Translational motions of the metal atoms inside the cage manifest in low-frequency vibrations in the Raman spectra (Fig. 2b). A strong Raman line near 150 cm⁻¹ is due to the in-phase cage-metal stretching mode in {Ln₂}. Its frequency exhibits pronounced metal dependence and shifts from 144.5 cm⁻¹ in {Er₂} to 151.2 cm⁻¹ in {Gd₂} and further to 181.1 cm⁻¹ in {Y₂} in accordance with the decrease of the metal atomic mass. Similar metal dependence is found for the anti-symmetric metal-cage mode observed as a low-intensity peak shifting from 163.7 cm⁻¹ in {Er₂} to 169.6 cm⁻¹ in {Gd₂}. At higher frequencies only carbon atoms contribute to the vibrational displacements, and the IR and Raman spectra of all studied {Ln₂} compounds are virtually identical (Supplementary Figs 25, 26).

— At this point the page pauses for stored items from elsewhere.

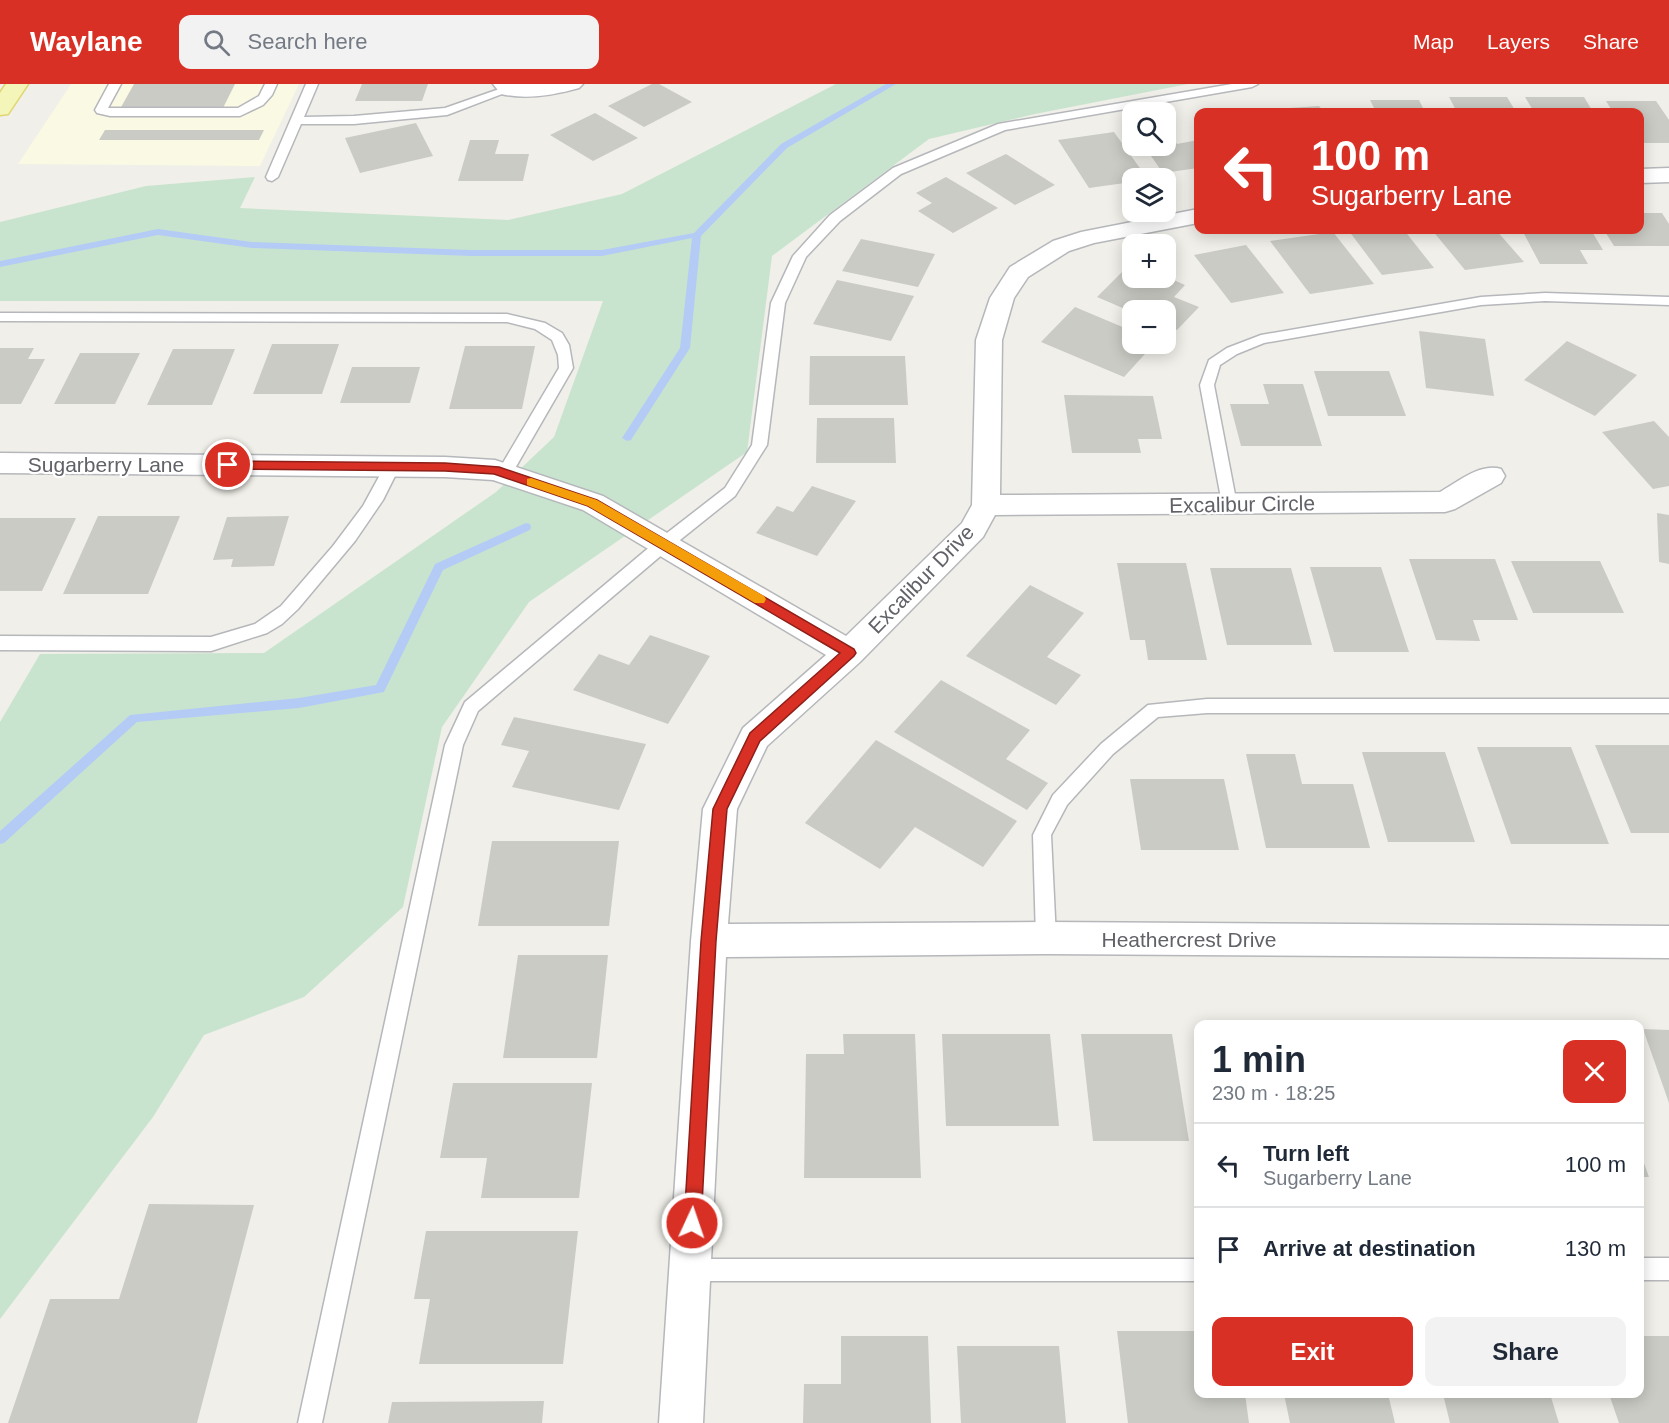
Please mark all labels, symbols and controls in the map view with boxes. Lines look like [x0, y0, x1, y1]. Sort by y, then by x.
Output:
search box [179, 15, 599, 69]
text: Waylane [30, 26, 143, 57]
icon: search [200, 26, 233, 59]
text: Search here [248, 29, 367, 54]
text: Map [1413, 30, 1454, 53]
text: Layers [1487, 30, 1550, 53]
text: Share [1583, 30, 1639, 53]
map controls [1122, 102, 1176, 354]
button: search [1122, 102, 1176, 156]
icon: left [1212, 132, 1290, 210]
text: 100 m [1311, 132, 1430, 179]
button: layers [1122, 168, 1176, 222]
text: Sugarberry Lane [1311, 181, 1512, 211]
button: + [1122, 234, 1176, 288]
button: − [1122, 300, 1176, 354]
pin [202, 439, 253, 490]
icon: arrive [211, 448, 244, 481]
street label: Sugarberry Lane [28, 453, 184, 476]
street label: Excalibur Circle [1169, 491, 1315, 517]
street label: Excalibur Drive [864, 520, 978, 638]
street label: Heathercrest Drive [1101, 928, 1277, 951]
text: 1 min [1212, 1039, 1306, 1080]
button: close [1563, 1040, 1626, 1103]
text: 230 m · 18:25 [1212, 1082, 1335, 1104]
text: Turn left [1263, 1141, 1349, 1166]
icon: left [1212, 1149, 1245, 1182]
text: 100 m [1565, 1152, 1626, 1177]
text: Sugarberry Lane [1263, 1167, 1412, 1189]
position arrow [660, 1191, 724, 1255]
icon: arrive [1212, 1233, 1245, 1266]
text: Arrive at destination [1263, 1236, 1476, 1261]
text: 130 m [1565, 1236, 1626, 1261]
button: Exit [1212, 1317, 1413, 1386]
button: Share [1425, 1317, 1626, 1386]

Paramagnetic ¹H NMR spectroscopy

The Ln₂ dimers inside the fullerene cages act as magnets, creating dipolar magnetic fields. The strength and spatial distribution of these fields can be evaluated by ¹H NMR spectroscopy using benzyl protons as a probe. In solution ¹H NMR spectra, all {Ln₂} compounds except for {Y₂} and {Gd₂} exhibit well-defined temperature-dependent ¹H resonances (Fig. 2c, Supplementary Figs 27, 33) strongly shifted from the standard chemical shifts of the benzyl group in diamagnetic compounds (3–7 ppm). These paramagnetic shifts are caused by the screening of the external magnetic field by the dipolar field of the endohedral lanthanide dimer. Since the molecules in solution are rotating fast, the isotropic contributions average out and the paramagnetic shift (δ^para) serves as a measure of a magnetic anisotropy, taking the following form in a point dipole approximation:⁴⁶

$$\delta _i^{{\mathrm{para}}} = \frac{{\left( {3{\mathrm{cos}}^2\theta _i - 1} \right)}}{{12{\mathrm{\pi }}R_i^3}}\left( {\chi _\parallel ^{{\mathrm{Ln}}_2} - \chi _ \bot ^{{\mathrm{Ln}}_2}} \right)$$

(1)

where the first term is defined via polar coordinates R_i and θ_i of the i-th proton in the coordinate system centered on the Ln₂ dimer with polar axis along the Ln–Ln bond and is expected to be very similar for all {Ln₂} compounds. The second term in Eq. 1 is the difference of the longitudinal \(\chi _\parallel\) and transverse \(\chi _ \bot\) magnetic susceptibilities of the [Ln³⁺–e–Ln³⁺] system. {Dy₂} and {Tb₂} exhibit almost identical ¹H chemical shifts, indicating a similarity of their magnetic properties, whereas the values of {Ho₂} are at least twice smaller. Substitution of one Tb in {Tb₂} by Y results in a 4.3-fold drop of the paramagnetic shift in {TbY}. Remarkably, ¹H resonances in {Er₂} are shifted into the positive direction, revealing that the sign of the magnetic anisotropy in the endohedral Er₂ dimer is opposite to that in Tb₂, Dy₂, and Ho₂ dimers.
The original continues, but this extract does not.